■ Required action ■
Look through the records and copy each line that has "label" in it.

▼

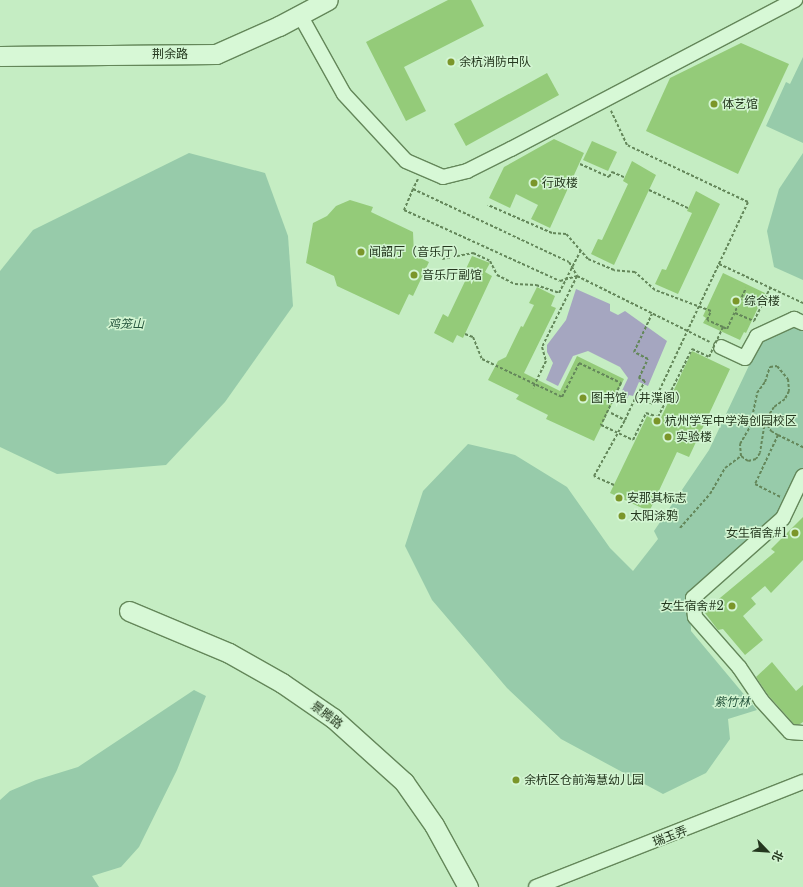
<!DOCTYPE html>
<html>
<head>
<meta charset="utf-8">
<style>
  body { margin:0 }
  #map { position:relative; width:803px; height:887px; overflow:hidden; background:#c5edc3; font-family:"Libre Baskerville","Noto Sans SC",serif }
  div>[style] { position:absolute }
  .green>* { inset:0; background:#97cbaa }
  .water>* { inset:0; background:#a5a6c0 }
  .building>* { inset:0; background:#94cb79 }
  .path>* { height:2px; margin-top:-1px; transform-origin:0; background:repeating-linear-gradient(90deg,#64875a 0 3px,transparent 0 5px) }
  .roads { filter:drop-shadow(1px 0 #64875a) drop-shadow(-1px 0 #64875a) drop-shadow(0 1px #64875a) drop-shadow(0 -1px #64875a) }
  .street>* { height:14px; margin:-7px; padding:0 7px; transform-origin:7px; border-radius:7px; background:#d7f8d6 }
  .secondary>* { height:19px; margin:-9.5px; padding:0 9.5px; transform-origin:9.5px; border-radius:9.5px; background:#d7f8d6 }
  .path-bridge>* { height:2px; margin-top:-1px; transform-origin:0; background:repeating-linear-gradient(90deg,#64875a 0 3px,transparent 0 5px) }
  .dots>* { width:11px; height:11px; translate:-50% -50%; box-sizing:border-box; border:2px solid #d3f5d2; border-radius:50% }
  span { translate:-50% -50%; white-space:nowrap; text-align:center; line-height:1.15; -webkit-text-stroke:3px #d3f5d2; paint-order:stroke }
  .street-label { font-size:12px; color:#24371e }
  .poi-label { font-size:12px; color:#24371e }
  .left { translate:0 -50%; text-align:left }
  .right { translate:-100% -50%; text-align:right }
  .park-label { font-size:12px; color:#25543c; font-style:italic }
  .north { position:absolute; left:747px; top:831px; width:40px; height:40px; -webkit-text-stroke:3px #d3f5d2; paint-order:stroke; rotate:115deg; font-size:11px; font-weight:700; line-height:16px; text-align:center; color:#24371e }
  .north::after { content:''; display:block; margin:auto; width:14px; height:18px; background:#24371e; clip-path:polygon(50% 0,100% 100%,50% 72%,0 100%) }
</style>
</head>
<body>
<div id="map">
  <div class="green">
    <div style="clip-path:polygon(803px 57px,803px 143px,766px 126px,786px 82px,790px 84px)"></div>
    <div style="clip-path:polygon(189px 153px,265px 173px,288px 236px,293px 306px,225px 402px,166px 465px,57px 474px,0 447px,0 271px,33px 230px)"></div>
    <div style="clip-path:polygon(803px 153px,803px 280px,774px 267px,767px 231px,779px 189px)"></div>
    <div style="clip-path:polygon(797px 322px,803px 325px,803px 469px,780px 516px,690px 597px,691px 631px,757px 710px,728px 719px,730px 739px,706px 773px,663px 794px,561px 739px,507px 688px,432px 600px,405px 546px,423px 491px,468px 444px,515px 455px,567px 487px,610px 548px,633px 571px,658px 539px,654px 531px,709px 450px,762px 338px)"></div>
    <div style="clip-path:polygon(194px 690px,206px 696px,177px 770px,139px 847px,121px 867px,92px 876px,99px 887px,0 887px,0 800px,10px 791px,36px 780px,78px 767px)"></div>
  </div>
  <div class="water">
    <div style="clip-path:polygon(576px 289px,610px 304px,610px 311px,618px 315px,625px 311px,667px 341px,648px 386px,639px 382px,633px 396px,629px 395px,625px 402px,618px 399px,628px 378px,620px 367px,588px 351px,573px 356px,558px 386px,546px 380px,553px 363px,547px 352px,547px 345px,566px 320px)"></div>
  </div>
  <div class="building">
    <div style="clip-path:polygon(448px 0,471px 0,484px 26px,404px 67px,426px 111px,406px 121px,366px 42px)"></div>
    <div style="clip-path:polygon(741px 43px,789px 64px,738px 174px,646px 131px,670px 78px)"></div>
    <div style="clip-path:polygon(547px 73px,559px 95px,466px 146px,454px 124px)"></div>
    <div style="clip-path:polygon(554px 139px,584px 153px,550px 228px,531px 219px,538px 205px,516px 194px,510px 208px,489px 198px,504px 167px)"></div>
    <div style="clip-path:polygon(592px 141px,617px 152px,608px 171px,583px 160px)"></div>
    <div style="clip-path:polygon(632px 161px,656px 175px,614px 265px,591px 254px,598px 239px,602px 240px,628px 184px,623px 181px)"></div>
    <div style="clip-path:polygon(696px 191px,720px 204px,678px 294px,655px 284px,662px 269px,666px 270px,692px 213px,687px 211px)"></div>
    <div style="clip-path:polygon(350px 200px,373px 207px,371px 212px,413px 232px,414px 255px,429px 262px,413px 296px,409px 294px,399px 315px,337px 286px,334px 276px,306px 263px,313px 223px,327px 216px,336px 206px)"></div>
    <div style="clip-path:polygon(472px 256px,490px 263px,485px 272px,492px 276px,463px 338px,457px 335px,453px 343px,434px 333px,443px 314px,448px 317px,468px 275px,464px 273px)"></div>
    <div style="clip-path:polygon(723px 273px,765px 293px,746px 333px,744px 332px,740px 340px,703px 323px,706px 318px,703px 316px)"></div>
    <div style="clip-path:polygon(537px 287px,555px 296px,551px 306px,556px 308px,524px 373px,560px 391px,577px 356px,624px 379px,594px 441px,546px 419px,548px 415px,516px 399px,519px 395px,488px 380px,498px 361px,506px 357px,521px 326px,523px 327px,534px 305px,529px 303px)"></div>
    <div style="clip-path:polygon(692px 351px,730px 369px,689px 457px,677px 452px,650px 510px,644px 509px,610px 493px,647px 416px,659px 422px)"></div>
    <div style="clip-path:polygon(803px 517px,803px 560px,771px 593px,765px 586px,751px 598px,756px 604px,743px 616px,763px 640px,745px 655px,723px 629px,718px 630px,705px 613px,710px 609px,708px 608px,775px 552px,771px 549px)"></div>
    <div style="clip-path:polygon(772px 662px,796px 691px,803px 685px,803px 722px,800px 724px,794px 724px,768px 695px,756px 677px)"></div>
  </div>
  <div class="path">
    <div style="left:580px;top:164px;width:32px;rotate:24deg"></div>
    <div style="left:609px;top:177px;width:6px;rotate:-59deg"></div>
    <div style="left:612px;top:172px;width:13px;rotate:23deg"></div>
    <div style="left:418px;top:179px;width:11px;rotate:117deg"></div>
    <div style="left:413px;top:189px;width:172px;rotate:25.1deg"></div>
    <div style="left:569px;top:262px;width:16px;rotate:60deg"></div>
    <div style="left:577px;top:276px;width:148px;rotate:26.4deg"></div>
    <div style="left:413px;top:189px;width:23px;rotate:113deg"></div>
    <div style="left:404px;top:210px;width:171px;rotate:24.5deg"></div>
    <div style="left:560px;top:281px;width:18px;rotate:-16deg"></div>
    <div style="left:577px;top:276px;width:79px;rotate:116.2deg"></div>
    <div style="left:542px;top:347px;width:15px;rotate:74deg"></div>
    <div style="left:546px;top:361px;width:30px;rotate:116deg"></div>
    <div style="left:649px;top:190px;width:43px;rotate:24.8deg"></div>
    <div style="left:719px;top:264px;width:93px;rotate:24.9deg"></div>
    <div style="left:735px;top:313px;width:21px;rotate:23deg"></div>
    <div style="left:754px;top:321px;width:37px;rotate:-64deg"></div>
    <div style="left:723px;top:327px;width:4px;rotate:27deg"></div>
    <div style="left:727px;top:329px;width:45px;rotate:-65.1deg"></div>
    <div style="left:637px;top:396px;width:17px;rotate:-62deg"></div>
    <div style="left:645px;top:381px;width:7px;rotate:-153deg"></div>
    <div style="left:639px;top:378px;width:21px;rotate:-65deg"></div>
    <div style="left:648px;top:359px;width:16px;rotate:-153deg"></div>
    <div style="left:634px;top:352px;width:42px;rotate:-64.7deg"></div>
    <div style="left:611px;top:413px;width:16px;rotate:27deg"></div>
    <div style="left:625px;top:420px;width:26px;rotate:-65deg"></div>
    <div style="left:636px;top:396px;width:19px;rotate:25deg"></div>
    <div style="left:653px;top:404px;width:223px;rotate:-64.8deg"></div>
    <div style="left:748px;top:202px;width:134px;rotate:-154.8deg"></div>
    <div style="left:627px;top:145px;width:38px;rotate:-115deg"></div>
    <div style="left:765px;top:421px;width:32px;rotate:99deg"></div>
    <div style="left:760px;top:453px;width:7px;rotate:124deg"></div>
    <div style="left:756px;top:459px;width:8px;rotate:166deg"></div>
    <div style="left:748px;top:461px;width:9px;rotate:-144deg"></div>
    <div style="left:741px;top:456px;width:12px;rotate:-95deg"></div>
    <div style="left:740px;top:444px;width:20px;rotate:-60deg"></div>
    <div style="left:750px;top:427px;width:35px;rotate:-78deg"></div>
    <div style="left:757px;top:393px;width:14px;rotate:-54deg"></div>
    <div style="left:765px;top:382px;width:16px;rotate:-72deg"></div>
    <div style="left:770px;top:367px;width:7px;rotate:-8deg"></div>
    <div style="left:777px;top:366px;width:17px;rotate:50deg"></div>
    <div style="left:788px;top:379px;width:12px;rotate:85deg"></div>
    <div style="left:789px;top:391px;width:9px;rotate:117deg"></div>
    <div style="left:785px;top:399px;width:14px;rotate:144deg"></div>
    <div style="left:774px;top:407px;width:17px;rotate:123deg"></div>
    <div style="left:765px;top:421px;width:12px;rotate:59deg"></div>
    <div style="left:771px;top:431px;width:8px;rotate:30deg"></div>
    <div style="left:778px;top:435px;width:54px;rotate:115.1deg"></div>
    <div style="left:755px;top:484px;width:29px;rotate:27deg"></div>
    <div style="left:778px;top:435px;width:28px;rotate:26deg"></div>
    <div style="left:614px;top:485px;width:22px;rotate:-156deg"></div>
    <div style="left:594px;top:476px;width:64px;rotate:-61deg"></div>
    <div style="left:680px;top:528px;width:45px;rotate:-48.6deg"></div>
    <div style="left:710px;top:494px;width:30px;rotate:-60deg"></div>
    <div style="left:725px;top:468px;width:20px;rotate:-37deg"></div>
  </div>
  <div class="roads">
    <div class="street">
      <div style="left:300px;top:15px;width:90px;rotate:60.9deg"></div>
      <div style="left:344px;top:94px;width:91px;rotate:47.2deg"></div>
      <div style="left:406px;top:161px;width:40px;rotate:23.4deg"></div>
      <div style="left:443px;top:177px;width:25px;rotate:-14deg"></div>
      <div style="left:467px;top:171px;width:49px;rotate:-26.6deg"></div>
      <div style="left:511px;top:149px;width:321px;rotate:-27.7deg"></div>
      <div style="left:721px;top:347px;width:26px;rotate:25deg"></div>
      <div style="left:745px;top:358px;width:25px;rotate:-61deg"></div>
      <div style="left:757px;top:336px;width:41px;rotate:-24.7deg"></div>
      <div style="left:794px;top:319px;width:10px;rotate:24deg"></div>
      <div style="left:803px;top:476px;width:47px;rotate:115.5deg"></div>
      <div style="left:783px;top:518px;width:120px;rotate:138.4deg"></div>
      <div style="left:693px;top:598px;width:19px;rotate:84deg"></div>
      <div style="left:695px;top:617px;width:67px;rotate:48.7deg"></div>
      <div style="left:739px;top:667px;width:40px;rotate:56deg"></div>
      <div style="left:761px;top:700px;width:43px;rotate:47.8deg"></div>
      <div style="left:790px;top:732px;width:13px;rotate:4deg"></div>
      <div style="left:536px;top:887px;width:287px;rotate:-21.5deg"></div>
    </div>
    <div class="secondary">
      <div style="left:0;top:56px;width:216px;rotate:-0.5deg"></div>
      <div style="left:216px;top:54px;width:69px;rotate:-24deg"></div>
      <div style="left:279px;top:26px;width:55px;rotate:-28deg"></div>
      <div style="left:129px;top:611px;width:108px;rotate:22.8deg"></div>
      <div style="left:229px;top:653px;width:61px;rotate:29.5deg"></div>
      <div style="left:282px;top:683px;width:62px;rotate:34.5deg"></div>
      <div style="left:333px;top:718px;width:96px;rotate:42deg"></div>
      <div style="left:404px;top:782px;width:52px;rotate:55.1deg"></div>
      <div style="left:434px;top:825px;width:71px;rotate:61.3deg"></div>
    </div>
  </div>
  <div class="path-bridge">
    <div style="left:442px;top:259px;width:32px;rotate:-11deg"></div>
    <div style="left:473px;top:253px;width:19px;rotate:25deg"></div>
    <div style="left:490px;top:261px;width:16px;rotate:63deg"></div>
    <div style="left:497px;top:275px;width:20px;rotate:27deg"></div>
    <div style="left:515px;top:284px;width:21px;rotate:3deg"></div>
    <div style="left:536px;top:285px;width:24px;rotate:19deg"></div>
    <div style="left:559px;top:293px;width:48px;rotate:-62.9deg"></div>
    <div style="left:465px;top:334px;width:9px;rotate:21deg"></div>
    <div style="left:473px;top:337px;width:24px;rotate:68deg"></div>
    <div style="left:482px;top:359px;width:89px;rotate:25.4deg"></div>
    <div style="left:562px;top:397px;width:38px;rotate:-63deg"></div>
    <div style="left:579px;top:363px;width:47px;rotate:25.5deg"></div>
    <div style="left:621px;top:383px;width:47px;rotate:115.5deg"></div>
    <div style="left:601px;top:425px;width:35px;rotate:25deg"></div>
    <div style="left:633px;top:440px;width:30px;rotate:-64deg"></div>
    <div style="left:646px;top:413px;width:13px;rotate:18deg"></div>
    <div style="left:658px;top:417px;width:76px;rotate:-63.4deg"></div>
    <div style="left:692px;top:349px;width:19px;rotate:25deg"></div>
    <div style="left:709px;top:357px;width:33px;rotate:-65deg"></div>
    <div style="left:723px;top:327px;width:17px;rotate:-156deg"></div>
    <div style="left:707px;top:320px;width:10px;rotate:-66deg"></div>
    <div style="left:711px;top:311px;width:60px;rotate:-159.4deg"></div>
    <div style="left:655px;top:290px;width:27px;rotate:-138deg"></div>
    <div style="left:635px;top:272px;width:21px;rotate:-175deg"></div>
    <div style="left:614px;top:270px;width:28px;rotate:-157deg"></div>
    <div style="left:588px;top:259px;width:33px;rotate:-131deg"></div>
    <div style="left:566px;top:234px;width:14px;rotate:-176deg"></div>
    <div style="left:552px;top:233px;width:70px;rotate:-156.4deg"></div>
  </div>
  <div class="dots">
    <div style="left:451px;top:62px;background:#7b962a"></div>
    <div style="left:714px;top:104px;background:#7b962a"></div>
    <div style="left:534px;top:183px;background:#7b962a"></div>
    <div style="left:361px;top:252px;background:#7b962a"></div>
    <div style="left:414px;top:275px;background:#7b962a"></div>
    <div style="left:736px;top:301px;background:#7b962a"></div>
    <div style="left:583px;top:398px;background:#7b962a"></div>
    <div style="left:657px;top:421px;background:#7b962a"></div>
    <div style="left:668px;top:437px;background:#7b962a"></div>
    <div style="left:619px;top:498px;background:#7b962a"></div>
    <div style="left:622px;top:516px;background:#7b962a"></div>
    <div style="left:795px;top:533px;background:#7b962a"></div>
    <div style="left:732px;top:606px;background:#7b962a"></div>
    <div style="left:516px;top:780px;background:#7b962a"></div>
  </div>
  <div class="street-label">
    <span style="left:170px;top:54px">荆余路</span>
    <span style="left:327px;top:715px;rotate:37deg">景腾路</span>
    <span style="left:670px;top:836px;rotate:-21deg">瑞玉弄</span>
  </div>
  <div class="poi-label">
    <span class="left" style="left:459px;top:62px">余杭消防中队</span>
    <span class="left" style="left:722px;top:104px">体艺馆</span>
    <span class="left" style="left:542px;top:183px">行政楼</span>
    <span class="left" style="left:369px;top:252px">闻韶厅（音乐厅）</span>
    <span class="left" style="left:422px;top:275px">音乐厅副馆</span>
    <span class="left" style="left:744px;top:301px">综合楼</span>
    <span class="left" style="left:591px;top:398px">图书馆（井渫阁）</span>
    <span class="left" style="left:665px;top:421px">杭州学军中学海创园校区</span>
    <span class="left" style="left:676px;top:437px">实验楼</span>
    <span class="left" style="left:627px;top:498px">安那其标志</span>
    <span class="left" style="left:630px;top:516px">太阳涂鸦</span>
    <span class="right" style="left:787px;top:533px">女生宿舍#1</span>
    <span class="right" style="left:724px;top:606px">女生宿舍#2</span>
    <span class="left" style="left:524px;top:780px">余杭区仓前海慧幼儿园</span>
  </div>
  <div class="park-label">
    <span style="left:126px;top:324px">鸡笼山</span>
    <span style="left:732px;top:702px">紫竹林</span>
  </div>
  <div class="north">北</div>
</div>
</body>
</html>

▲

■ Solution for this problem ■
  .street-label { font-size:12px; color:#24371e }
  .poi-label { font-size:12px; color:#24371e }
  .park-label { font-size:12px; color:#25543c; font-style:italic }
  <div class="street-label">
  <div class="poi-label">
  <div class="park-label">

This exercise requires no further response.